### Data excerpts
◇ ◇ ◇ ◇ ◇
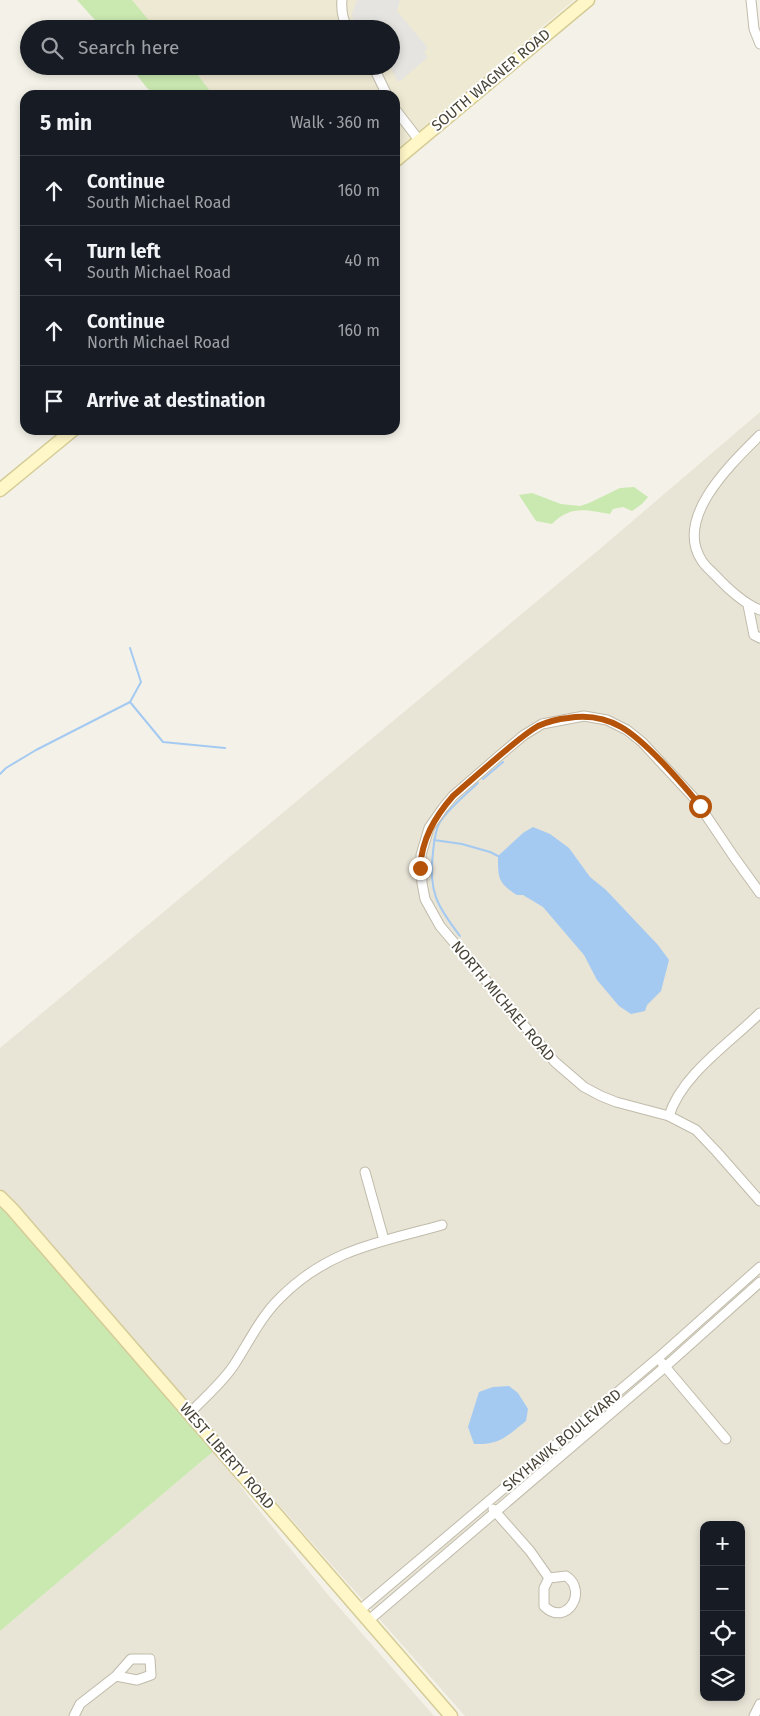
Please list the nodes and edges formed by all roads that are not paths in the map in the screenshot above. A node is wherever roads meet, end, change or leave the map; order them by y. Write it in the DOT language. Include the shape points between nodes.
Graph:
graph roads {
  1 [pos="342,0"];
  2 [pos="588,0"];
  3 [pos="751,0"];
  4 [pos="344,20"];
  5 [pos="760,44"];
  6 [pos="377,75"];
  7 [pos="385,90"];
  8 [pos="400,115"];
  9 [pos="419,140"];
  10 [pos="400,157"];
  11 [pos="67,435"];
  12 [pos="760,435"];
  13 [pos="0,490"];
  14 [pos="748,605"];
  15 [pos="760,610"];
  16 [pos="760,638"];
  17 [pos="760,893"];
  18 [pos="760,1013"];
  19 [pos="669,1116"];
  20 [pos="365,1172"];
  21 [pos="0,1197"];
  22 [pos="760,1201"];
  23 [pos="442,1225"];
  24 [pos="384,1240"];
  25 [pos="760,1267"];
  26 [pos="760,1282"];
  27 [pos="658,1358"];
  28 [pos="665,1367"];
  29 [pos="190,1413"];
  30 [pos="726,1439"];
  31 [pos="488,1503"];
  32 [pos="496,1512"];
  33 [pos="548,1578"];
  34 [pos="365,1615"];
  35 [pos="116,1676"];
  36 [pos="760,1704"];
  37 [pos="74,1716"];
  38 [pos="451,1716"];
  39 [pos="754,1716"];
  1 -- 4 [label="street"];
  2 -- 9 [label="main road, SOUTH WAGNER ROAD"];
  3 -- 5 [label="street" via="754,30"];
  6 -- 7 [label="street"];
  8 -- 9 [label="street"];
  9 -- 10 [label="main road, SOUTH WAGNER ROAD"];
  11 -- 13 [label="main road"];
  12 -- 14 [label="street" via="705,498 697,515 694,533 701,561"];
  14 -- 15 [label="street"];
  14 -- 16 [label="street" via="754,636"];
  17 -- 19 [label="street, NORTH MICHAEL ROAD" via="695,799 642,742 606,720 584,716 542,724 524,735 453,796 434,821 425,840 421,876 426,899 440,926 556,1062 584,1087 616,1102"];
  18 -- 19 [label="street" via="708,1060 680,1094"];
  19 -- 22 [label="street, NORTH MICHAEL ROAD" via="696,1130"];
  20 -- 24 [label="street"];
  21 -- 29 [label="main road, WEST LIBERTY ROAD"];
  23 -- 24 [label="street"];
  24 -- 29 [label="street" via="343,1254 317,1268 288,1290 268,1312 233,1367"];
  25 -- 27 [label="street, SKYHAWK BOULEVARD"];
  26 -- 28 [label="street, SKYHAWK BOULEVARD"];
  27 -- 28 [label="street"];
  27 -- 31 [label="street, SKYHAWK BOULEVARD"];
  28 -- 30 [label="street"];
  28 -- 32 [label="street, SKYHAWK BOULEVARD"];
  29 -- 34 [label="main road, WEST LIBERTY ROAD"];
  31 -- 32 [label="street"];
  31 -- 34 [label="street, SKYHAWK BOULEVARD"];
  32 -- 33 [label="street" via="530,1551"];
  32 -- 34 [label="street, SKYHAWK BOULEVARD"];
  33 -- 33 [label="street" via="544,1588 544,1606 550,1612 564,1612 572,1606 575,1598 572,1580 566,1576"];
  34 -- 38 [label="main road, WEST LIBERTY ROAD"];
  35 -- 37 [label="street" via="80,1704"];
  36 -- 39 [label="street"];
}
◇ ◇ ◇ ◇ ◇
### What you will do
Copy each line from the data that features the string "SKYHAWK".

### Solution to this task
  25 -- 27 [label="street, SKYHAWK BOULEVARD"];
  26 -- 28 [label="street, SKYHAWK BOULEVARD"];
  27 -- 31 [label="street, SKYHAWK BOULEVARD"];
  28 -- 32 [label="street, SKYHAWK BOULEVARD"];
  31 -- 34 [label="street, SKYHAWK BOULEVARD"];
  32 -- 34 [label="street, SKYHAWK BOULEVARD"];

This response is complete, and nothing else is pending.